_EXERCISE DETAILS_
Copy out all the lines of the data that hold the word "Riesling".

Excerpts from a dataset
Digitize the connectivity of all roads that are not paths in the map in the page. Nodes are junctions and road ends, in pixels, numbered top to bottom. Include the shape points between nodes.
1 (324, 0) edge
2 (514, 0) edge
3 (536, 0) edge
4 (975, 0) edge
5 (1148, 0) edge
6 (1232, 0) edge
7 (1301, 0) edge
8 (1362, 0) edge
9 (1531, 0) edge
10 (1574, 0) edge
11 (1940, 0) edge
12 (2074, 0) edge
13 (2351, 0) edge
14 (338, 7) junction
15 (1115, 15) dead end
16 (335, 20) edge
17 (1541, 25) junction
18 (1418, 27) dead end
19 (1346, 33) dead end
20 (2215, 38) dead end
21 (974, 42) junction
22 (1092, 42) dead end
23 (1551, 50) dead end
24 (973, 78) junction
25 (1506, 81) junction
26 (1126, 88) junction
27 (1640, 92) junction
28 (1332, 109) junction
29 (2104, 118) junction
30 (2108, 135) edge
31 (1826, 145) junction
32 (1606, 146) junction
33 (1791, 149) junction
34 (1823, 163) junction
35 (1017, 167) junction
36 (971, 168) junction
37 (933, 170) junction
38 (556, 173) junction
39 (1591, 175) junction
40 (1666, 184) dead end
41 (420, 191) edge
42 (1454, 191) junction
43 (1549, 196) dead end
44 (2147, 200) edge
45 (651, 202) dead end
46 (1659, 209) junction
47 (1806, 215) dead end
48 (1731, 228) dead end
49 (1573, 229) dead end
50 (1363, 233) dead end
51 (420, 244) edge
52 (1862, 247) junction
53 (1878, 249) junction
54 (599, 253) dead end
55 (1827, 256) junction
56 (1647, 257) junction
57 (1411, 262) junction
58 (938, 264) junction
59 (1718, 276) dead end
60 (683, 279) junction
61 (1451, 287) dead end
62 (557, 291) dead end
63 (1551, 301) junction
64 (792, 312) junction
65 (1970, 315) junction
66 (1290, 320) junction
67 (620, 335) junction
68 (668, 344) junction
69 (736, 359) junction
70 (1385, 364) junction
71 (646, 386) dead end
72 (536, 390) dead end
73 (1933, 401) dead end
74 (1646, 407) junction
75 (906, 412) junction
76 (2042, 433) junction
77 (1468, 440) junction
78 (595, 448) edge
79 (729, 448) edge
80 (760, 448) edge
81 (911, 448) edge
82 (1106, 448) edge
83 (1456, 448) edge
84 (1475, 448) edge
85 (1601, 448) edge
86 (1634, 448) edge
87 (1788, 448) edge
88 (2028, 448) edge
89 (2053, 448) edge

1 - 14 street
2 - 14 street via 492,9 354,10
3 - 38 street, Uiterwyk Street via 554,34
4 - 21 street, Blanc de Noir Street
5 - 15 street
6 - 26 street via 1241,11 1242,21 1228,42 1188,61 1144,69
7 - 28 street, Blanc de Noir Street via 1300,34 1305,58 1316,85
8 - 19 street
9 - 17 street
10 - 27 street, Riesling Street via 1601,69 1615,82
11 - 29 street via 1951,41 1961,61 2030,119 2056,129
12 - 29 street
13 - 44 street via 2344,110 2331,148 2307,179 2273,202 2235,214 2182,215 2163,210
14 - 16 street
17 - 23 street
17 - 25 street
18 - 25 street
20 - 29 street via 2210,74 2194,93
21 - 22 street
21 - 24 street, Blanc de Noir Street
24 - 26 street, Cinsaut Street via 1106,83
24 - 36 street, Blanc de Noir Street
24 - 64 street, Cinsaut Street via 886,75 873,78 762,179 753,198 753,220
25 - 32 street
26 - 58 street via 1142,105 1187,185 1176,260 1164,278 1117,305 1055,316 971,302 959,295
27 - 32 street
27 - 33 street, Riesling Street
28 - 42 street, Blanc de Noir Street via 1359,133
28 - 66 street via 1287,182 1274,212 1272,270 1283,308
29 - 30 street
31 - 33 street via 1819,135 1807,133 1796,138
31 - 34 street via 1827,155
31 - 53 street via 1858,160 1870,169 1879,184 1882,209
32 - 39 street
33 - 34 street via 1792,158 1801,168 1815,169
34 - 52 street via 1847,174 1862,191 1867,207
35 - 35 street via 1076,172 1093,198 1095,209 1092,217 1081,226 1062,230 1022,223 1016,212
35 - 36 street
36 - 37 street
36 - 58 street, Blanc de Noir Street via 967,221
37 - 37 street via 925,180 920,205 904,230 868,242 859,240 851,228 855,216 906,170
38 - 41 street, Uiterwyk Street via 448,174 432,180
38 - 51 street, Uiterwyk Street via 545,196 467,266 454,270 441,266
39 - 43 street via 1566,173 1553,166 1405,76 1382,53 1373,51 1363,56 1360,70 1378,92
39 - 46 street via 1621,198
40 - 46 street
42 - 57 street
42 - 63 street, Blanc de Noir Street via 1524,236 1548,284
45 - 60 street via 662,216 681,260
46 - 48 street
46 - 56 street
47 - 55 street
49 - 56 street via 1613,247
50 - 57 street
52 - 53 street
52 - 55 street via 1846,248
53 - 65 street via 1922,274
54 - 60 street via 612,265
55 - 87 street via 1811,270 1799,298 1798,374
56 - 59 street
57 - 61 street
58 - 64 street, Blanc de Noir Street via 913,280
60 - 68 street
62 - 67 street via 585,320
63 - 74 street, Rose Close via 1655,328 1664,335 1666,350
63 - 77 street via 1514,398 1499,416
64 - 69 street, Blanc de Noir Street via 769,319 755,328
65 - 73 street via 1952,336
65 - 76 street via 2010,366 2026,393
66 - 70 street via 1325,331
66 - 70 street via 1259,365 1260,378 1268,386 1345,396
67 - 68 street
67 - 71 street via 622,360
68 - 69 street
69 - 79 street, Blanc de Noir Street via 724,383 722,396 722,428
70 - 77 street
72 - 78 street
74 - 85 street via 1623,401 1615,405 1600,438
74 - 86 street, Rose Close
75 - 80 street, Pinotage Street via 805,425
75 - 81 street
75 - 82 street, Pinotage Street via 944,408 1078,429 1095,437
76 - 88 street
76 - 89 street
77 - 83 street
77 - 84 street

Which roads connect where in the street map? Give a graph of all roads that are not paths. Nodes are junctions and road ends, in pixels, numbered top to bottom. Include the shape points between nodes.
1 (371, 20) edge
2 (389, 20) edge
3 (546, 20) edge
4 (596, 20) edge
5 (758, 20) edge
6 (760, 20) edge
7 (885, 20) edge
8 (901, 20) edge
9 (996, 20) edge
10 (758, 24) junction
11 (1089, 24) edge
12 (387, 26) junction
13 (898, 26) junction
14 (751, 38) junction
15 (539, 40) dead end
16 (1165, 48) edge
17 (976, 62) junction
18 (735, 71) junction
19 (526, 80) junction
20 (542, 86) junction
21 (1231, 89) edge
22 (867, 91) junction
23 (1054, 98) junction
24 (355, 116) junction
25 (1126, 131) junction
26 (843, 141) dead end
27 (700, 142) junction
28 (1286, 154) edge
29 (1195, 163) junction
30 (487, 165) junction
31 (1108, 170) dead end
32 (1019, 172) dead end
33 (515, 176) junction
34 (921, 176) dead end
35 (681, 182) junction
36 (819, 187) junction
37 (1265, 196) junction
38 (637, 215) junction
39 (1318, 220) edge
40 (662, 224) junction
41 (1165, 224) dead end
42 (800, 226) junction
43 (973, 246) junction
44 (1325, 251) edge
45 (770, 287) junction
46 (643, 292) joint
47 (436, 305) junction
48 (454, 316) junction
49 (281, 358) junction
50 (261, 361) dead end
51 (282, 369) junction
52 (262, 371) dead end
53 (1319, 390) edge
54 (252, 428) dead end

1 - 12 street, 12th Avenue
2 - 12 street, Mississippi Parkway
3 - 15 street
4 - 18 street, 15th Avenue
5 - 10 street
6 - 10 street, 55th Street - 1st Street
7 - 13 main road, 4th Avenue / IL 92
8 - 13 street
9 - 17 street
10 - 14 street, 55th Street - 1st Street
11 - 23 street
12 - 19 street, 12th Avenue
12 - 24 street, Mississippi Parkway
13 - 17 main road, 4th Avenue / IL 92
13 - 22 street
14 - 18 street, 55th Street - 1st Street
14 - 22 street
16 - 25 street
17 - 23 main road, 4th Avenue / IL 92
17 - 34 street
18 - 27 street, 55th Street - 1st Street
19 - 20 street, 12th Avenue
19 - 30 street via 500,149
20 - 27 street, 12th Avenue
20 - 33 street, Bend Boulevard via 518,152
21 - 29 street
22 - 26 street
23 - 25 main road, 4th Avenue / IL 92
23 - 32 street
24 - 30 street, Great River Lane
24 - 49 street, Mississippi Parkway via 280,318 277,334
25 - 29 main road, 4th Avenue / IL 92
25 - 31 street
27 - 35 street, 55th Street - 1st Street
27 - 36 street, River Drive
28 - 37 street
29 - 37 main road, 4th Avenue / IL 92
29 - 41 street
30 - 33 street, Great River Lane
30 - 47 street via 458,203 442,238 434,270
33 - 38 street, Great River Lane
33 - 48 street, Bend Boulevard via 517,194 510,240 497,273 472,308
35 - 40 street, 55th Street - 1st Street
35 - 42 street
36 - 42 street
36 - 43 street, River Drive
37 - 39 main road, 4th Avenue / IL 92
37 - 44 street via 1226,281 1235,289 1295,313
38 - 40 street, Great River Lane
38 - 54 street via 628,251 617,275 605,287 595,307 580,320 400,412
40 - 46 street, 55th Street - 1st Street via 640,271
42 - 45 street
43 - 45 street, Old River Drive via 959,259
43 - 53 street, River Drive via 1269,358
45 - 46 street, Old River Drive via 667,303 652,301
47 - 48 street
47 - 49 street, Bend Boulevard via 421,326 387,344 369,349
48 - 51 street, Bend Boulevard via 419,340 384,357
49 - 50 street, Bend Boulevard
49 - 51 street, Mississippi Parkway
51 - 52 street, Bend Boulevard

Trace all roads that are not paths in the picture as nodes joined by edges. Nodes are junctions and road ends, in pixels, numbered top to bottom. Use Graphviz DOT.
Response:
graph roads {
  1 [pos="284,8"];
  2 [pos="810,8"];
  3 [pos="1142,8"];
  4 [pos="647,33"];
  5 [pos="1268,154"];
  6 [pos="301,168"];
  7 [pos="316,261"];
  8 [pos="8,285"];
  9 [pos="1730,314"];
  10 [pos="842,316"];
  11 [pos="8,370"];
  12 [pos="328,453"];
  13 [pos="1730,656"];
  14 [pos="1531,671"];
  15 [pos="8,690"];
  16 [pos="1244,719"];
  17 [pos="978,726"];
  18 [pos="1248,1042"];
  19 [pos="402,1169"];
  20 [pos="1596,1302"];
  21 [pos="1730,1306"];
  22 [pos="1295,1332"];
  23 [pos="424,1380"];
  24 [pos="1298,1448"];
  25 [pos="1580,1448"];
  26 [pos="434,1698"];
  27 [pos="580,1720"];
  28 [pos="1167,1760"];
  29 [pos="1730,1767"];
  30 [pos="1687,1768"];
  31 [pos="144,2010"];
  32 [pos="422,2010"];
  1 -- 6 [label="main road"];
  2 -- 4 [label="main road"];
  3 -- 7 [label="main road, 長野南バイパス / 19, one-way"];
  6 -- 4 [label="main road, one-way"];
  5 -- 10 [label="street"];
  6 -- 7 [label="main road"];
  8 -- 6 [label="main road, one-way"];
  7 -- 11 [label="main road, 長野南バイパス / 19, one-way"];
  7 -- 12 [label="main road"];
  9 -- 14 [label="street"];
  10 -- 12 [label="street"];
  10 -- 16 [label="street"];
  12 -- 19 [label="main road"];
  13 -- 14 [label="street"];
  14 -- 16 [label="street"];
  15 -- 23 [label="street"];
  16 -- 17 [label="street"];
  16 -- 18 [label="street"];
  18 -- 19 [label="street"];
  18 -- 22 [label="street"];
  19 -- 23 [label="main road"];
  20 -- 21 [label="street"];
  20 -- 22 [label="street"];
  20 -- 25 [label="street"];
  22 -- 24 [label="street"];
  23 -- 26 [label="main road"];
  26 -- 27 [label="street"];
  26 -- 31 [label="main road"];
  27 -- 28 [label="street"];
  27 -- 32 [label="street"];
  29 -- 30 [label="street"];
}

_RESULT OF THE EXERCISE_
10 - 27 street, Riesling Street via 1601,69 1615,82
27 - 33 street, Riesling Street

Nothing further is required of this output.